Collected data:
============================================================

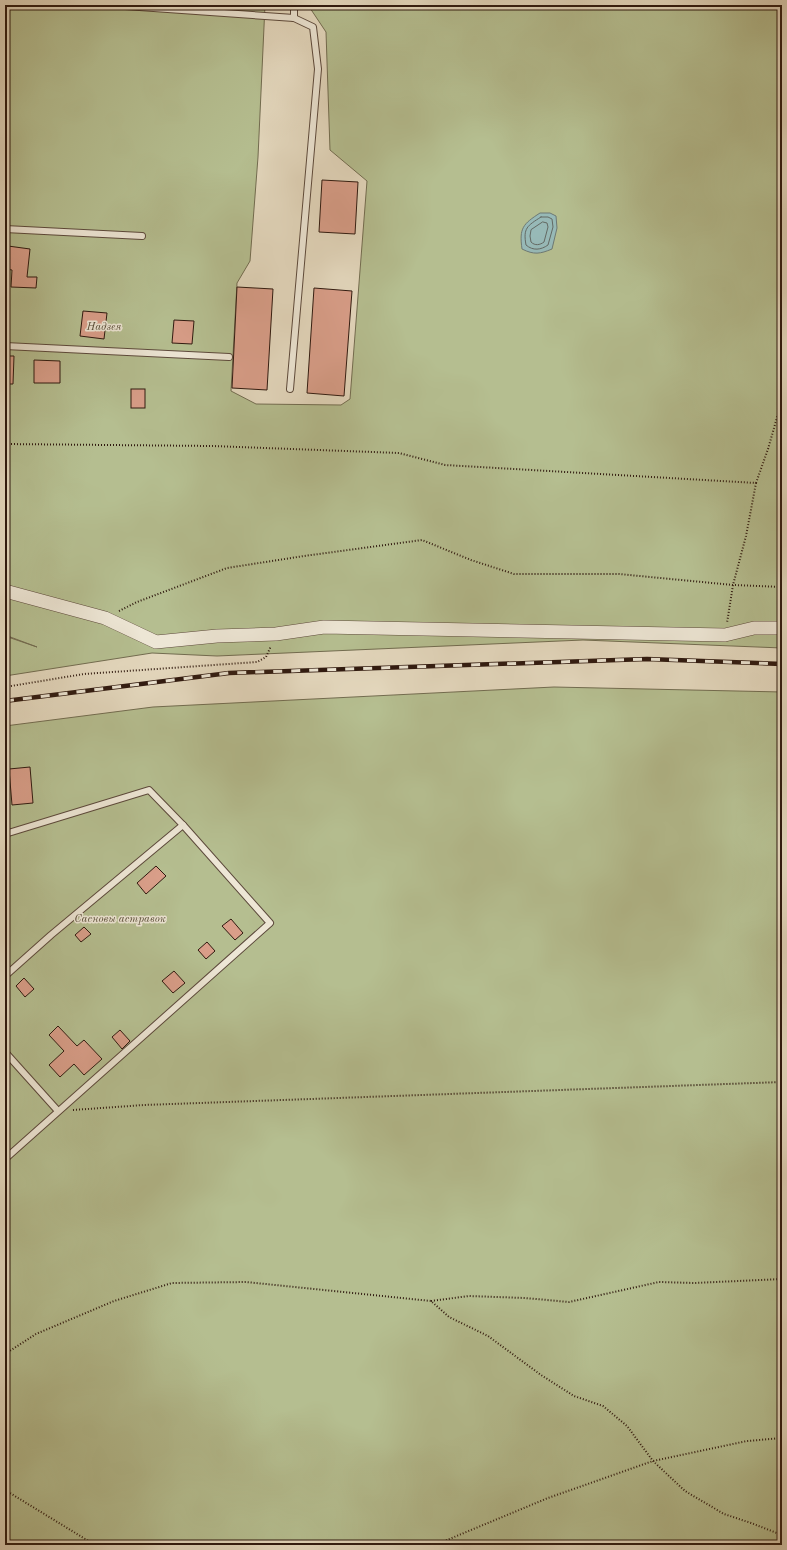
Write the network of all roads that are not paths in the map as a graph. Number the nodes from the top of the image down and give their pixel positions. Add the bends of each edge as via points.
1 (111, 5) edge
2 (294, 5) edge
3 (294, 18) junction
4 (5, 229) edge
5 (142, 236) dead end
6 (5, 346) edge
7 (229, 356) dead end
8 (290, 389) dead end
9 (5, 591) edge
10 (782, 628) edge
11 (183, 825) junction
12 (5, 834) edge
13 (5, 976) edge
14 (5, 1052) edge
15 (58, 1111) junction
16 (5, 1158) edge

1 - 3 lane
2 - 3 lane
3 - 8 lane via 313,27 318,69
4 - 5 lane
6 - 7 lane
9 - 10 street via 105,618 156,642 276,634 324,627 725,635 754,628
11 - 12 lane via 149,790
11 - 13 lane
11 - 15 lane via 270,923
14 - 15 lane
15 - 16 lane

============================================================

What you should do: Drop the images and return the data verbatim.

Reply to the task:
Write the network of all roads that are not paths in the map as a graph. Number the nodes from the top of the image down and give their pixel positions. Add the bends of each edge as via points.
1 (111, 5) edge
2 (294, 5) edge
3 (294, 18) junction
4 (5, 229) edge
5 (142, 236) dead end
6 (5, 346) edge
7 (229, 356) dead end
8 (290, 389) dead end
9 (5, 591) edge
10 (782, 628) edge
11 (183, 825) junction
12 (5, 834) edge
13 (5, 976) edge
14 (5, 1052) edge
15 (58, 1111) junction
16 (5, 1158) edge

1 - 3 lane
2 - 3 lane
3 - 8 lane via 313,27 318,69
4 - 5 lane
6 - 7 lane
9 - 10 street via 105,618 156,642 276,634 324,627 725,635 754,628
11 - 12 lane via 149,790
11 - 13 lane
11 - 15 lane via 270,923
14 - 15 lane
15 - 16 lane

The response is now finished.